What Is Heat Dissipation?

Transfer of energy from a more concentrated form (Hotter) to less concentrated form (Colder) simply is heat dissipation. It is an irreversible process and its always associated with an increase in entropy thus making this process entropically favorable.

Importance Of Efficient Heat Dissipation Systems

• For maintaining optimum working temperature
• To improves efficiency of the system
• To Increases the working life of the equipment
• And above all its required to ensure Safety

Figure 1. Fins are being used efficiently to dissipate the heat generated in the PCB in order to ensure optimal working temperature.

Need For Thermal Protection In Aerospace

The space vehicles encounter high heat flux and temperature during re-entry into the atmosphere generally in the order of 2500°C.

Therefore special Thermal Protection Systems (TPS) is employed to protect the rocket hardware and re-entry capsule from such extreme thermal environments. The Thermal Production System protects the body from severe heating encountered during hypersonic flights through the planetary atmosphere.

Ablative Composites for Thermal Protection in Aerospace

What is Ablation

Ablation is a heat and mass transfer process in which a large amount of heat is dissipated in a very short period of time with sacrificial loss of material.
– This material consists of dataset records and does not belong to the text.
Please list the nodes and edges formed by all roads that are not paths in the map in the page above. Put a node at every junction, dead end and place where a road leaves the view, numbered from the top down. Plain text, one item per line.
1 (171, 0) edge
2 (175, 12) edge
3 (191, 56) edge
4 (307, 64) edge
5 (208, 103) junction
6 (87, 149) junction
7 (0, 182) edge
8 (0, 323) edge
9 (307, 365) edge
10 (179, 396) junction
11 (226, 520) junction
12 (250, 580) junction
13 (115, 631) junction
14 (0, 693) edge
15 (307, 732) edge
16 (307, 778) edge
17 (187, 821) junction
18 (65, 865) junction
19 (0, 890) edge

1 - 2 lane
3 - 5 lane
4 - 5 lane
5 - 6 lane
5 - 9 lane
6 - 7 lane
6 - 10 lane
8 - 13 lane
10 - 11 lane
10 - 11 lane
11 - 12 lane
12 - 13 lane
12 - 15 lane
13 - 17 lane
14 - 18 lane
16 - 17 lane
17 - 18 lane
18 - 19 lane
Deep down its a complex process with many physical and chemical transformation. (vaporization, sublimation, pyrolysis etc).

Why Ablative Composites

As we know that we are dealing with temperatures around 2500°C at this point its very difficult to get any normal material whose working temperature range falls into this category. Thus, High temperature resistant metals or alloys alone cannot survive such operating conditions. The metallic structure provides the necessary structural capability but high performance composite materials are required for thermal protection. Ablative composites generally use Carbon or Silica as the reinforcement and phenolic resin as the matrix.

Ablative Mechanism

When an ablative composite is subjected to a very extreme thermal conditions such that the surface temperature increases rapidly (exactly as the situation encountered during the re entry of the space capsule) the temperature starts building up on the surface of the composite, since the resin employed for these kind of composites have very low thermal conductivity the heat transfer to the backup material or the Aluminum core of the capsule is very slow and minimal.

Now as the temperature increases with time and reaches pyrolysis temperature of the resin the decomposition of the composite takes place, Pyrolysis is nothing but the thermal decomposition of the material at elevated temperatures, this leads to char formation over the surface of the composite (char is residue rich in carbon). And as the time pass the region of char advance and the surface recession of the Ablative Composite takes place, as one layer erodes the next layer gets exposed.
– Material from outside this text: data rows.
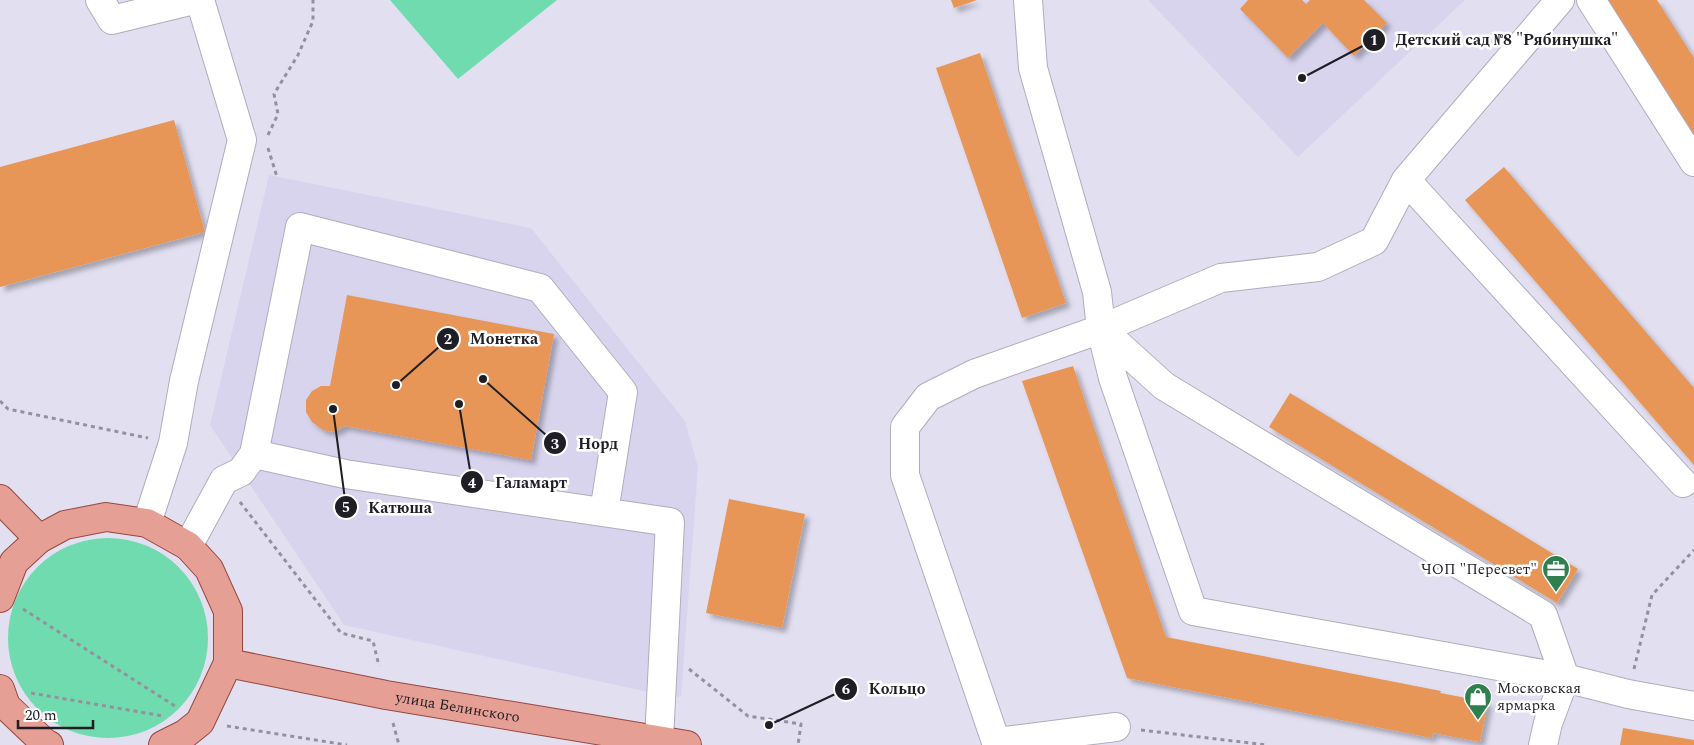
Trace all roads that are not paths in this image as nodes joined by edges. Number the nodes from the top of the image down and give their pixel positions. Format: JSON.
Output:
{"nodes":[{"id":1,"x":100,"y":0,"type":"edge"},
{"id":2,"x":194,"y":0,"type":"edge"},
{"id":3,"x":200,"y":0,"type":"edge"},
{"id":4,"x":1028,"y":0,"type":"edge"},
{"id":5,"x":1560,"y":0,"type":"edge"},
{"id":6,"x":1591,"y":0,"type":"edge"},
{"id":7,"x":1694,"y":162,"type":"edge"},
{"id":8,"x":1406,"y":180,"type":"junction"},
{"id":9,"x":1101,"y":329,"type":"junction"},
{"id":10,"x":254,"y":454,"type":"junction"},
{"id":11,"x":1682,"y":483,"type":"dead end"},
{"id":12,"x":0,"y":499,"type":"edge"},
{"id":13,"x":604,"y":512,"type":"junction"},
{"id":14,"x":147,"y":523,"type":"junction"},
{"id":15,"x":39,"y":539,"type":"junction"},
{"id":16,"x":188,"y":546,"type":"junction"},
{"id":17,"x":1,"y":597,"type":"edge"},
{"id":18,"x":228,"y":663,"type":"junction"},
{"id":19,"x":1564,"y":678,"type":"junction"},
{"id":20,"x":8,"y":699,"type":"edge"},
{"id":21,"x":1694,"y":706,"type":"edge"},
{"id":22,"x":1116,"y":727,"type":"road end"},
{"id":23,"x":659,"y":740,"type":"junction"},
{"id":24,"x":997,"y":744,"type":"edge"},
{"id":25,"x":49,"y":745,"type":"edge"},
{"id":26,"x":163,"y":745,"type":"edge"},
{"id":27,"x":687,"y":745,"type":"edge"},
{"id":28,"x":1543,"y":745,"type":"edge"}],
"edges":[{"from":1,"to":2,"type":"lane"},
{"from":3,"to":14,"type":"lane"},
{"from":4,"to":9,"type":"lane"},
{"from":5,"to":8,"type":"lane"},
{"from":6,"to":7,"type":"lane"},
{"from":8,"to":9,"type":"lane"},
{"from":8,"to":11,"type":"lane"},
{"from":9,"to":19,"type":"lane"},
{"from":9,"to":19,"type":"lane"},
{"from":9,"to":24,"type":"lane"},
{"from":10,"to":13,"type":"lane"},
{"from":10,"to":13,"type":"lane"},
{"from":10,"to":16,"type":"lane"},
{"from":12,"to":15,"type":"main road"},
{"from":13,"to":23,"type":"lane"},
{"from":14,"to":15,"type":"main road"},
{"from":14,"to":16,"type":"main road"},
{"from":15,"to":17,"type":"main road"},
{"from":16,"to":18,"type":"main road"},
{"from":18,"to":23,"type":"main road","name":"улица Белинского"},
{"from":18,"to":26,"type":"main road"},
{"from":19,"to":21,"type":"lane"},
{"from":19,"to":28,"type":"lane"},
{"from":20,"to":25,"type":"main road"},
{"from":22,"to":24,"type":"lane"},
{"from":23,"to":27,"type":"main road","name":"улица Белинского"}]}
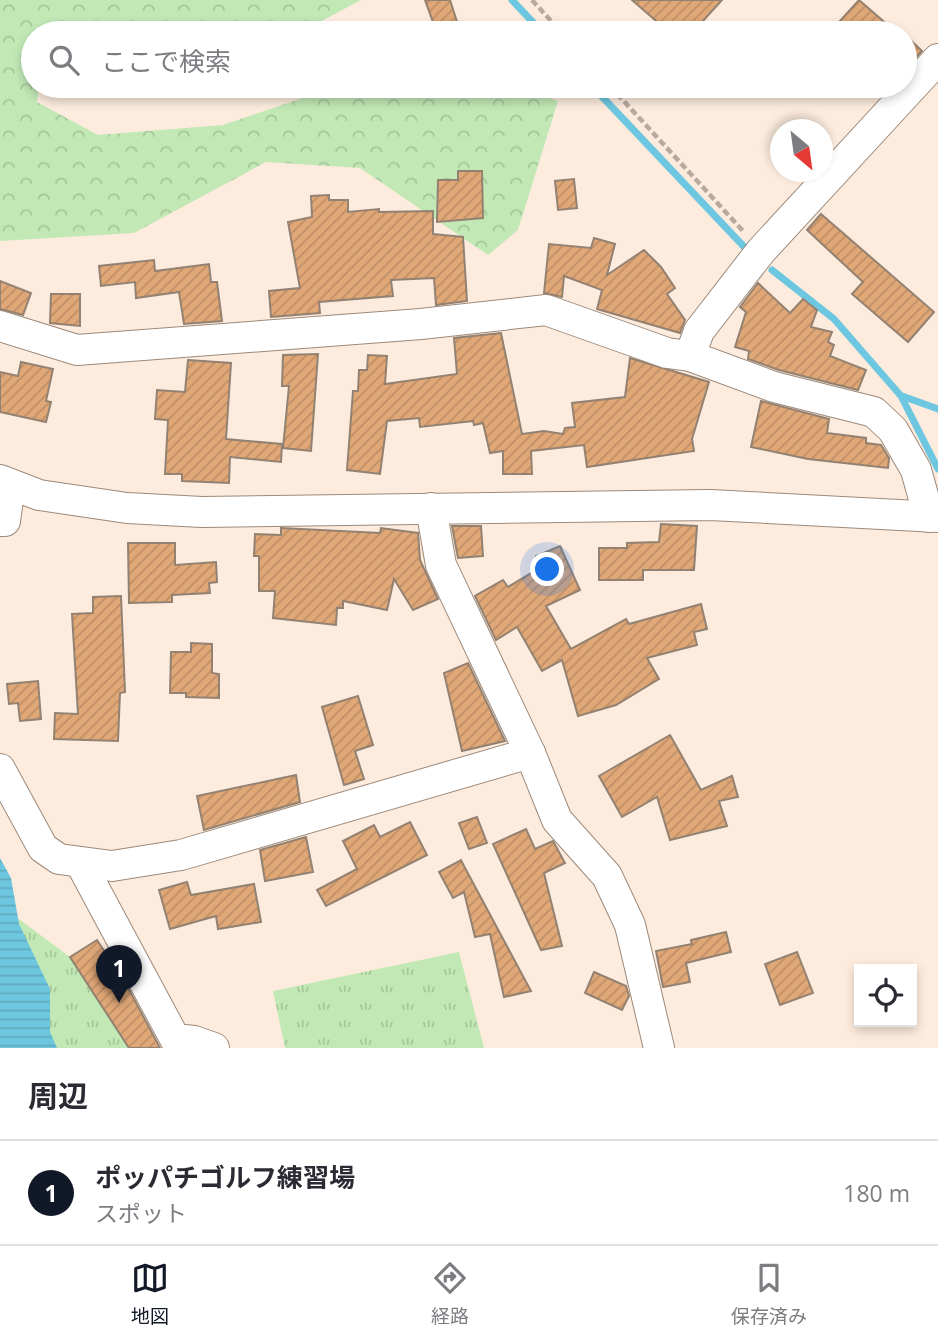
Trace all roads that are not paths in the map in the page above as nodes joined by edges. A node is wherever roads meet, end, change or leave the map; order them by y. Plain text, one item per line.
1 (938, 59) edge
2 (917, 82) edge
3 (902, 98) edge
4 (0, 326) edge
5 (690, 356) junction
6 (5, 482) edge
7 (430, 508) junction
8 (934, 517) edge
9 (0, 521) edge
10 (530, 753) junction
11 (0, 769) edge
12 (80, 862) junction
13 (214, 1048) edge
14 (659, 1048) edge

1 - 2 street
3 - 5 street
4 - 5 street
5 - 8 street
6 - 7 street
6 - 9 street
7 - 8 street
7 - 10 street
10 - 12 street
10 - 14 street
11 - 12 street
12 - 13 street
The above diagram represents the cross section of the ablative composite over the space capsule, the top layer is the char layer which is exposed directly to the environment. This layer gradually gets eroded as time passes due to harsh conditions. And the second layer is the pyrolysis zone where the decomposition of the composite takes place and the third layer is the composite which is yet to be decomposed and the final fourth layer is the back up material or the core of the capsule which is to be protected.

The pyrolysis gases produced as a result of thermal decomposition created a high pressure region in the Composite / Char interface this creates an outward flow of the gases through the porous char. In this process the gas also takes the heat from the char region to the external region thus further reducing the heat conduction to the successive composite layer thus providing some more resistive time for the capsule.

So in a short note we are designing material to burn away and dissipate heat. So while designing the thermal insulation we are supposed to know the exact rate of at which it burns to determine the optimum thickness of the thermal protection. As its highly important to have minimum payload of the space craft at the same time we must also ensure its safety.

Something Interesting

Galileo Probe Heat Shield Ablation

The above picture is the representation of the heat shield used in Galileo space probe before and after hitting the Jupiter’s atmosphere. We can observe that there is significant change in its surface, this due the decomposition of the ablative composite.

Ablative composites is really a fascinating topic which gained lots of attention in the late 20th century especially in the field of aerospace due to its highly efficient heat shielding properties. Further many studies and research are being carried out in this field to come up with various combination of materials in order to produce an highly efficient composite.

I hope this glimpse through the topic of Ablative composite was informative and interesting. Various simulation are employed to illustrate its real life application we will look into it in upcoming weeks.